- _Your instructions_
Only lines holding the word "down" should be copied from the material.
=== Begin Enclosure ===
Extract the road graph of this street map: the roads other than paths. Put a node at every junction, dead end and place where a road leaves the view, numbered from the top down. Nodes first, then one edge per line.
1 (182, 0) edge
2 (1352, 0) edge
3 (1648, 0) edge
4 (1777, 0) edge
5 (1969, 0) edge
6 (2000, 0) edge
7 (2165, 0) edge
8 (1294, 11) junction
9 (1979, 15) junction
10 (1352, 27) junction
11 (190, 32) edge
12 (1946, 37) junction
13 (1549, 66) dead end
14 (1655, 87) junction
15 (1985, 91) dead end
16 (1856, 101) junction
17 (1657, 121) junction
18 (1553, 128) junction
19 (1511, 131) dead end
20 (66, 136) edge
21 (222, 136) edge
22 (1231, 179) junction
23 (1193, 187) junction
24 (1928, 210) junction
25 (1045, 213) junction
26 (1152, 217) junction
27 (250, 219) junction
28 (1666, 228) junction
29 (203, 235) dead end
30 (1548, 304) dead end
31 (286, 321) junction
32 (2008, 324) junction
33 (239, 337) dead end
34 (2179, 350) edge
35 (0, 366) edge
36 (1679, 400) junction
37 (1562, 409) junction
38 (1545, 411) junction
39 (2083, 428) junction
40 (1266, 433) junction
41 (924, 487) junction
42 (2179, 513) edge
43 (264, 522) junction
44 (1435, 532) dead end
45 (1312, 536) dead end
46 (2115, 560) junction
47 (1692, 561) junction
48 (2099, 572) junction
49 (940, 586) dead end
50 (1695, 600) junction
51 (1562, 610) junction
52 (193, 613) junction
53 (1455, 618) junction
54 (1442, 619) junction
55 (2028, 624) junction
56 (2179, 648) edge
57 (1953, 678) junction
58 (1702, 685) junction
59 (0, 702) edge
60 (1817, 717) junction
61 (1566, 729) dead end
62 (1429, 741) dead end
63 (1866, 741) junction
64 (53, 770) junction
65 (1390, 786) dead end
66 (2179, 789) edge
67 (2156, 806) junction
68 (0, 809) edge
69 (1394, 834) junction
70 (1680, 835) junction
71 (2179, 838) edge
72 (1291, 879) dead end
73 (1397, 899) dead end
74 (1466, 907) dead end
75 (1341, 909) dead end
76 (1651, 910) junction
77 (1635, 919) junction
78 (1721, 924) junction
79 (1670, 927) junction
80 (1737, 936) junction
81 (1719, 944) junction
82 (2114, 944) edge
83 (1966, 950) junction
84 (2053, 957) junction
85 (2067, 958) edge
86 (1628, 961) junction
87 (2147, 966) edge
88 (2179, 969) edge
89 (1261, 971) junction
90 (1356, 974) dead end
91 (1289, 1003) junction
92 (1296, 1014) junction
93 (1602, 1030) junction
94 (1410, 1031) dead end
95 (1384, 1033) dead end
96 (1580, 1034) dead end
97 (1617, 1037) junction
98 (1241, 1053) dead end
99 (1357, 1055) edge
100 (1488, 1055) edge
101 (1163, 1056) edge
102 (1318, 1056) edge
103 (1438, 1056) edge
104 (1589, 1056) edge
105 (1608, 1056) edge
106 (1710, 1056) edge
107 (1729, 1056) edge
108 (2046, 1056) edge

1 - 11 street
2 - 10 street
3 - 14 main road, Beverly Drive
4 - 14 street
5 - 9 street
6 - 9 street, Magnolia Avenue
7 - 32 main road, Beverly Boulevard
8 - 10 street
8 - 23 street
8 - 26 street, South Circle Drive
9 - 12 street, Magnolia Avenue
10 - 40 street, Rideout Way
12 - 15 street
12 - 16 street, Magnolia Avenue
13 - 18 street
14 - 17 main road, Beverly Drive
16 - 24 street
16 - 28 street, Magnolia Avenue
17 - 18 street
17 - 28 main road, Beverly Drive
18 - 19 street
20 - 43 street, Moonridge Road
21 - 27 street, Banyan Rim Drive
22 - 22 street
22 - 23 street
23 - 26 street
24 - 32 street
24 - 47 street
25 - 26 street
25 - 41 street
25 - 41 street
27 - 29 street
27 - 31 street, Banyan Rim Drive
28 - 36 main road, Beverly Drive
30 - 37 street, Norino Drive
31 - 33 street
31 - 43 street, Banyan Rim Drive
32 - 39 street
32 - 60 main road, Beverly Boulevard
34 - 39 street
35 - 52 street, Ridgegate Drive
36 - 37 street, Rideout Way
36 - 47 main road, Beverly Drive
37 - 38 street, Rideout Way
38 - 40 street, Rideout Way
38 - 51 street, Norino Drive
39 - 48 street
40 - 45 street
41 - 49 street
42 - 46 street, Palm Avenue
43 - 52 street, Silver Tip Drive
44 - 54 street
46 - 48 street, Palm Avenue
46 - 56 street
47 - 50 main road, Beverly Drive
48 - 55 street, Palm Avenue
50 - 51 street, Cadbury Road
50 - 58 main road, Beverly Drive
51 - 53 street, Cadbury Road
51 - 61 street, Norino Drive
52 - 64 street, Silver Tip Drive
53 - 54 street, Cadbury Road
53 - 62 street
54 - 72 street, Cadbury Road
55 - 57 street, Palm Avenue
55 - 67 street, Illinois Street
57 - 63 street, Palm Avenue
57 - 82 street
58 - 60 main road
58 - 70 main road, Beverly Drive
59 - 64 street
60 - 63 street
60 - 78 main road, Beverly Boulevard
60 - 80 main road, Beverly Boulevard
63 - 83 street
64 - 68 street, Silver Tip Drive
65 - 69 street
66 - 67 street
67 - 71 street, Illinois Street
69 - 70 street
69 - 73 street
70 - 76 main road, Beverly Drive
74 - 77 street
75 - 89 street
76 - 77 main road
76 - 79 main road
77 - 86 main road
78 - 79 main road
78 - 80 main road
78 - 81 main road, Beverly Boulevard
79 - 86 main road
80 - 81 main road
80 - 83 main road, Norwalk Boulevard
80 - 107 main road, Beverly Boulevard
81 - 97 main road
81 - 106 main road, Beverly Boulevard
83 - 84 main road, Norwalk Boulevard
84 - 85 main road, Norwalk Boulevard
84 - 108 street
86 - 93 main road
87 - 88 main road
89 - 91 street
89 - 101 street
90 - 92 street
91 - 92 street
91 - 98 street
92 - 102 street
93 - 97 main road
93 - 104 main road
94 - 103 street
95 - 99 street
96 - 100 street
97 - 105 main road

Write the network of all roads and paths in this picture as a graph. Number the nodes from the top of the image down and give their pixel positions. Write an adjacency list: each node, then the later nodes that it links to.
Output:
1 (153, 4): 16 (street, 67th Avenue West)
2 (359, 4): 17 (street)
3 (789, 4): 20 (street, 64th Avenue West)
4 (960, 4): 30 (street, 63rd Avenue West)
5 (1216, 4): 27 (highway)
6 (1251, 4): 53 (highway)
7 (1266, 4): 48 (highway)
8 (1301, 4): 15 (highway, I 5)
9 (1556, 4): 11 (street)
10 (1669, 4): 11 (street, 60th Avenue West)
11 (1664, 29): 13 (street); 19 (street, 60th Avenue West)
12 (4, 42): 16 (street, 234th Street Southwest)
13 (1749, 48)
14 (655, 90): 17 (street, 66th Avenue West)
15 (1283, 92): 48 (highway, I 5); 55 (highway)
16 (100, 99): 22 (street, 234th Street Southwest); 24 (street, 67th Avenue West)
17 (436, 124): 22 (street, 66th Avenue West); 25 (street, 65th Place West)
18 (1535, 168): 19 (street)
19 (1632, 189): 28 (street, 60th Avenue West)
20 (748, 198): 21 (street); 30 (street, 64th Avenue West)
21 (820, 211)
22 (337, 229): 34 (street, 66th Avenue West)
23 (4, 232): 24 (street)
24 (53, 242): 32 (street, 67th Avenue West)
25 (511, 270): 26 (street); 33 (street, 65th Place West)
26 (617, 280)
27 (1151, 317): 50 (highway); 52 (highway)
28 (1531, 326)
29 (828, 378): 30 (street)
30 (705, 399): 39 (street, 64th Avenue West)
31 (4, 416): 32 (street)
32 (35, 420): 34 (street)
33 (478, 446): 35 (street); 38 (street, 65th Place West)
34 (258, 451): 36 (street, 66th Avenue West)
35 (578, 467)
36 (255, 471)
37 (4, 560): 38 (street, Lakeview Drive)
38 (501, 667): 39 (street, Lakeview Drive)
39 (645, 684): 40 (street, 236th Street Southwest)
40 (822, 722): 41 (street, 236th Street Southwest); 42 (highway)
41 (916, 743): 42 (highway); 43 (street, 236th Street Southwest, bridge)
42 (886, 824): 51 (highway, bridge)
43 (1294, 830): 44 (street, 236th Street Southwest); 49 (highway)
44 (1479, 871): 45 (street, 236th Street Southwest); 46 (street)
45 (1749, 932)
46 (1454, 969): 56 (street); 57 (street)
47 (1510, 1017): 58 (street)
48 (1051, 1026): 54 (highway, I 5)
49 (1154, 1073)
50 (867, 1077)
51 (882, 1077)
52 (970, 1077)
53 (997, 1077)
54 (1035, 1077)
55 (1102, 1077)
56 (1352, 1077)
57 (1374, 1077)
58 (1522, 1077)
=== End Enclosure ===
- _Task result_
Extract the road graph of this street map: the roads other than paths. Put a node at every junction, dead end and place where a road leaves the view, numbered from the top down. Nodes first, then one edge per line.
Write the network of all roads and paths in this picture as a graph. Number the nodes from the top of the image down and give their pixel positions. Write an adjacency list: each node, then the later nodes that it links to.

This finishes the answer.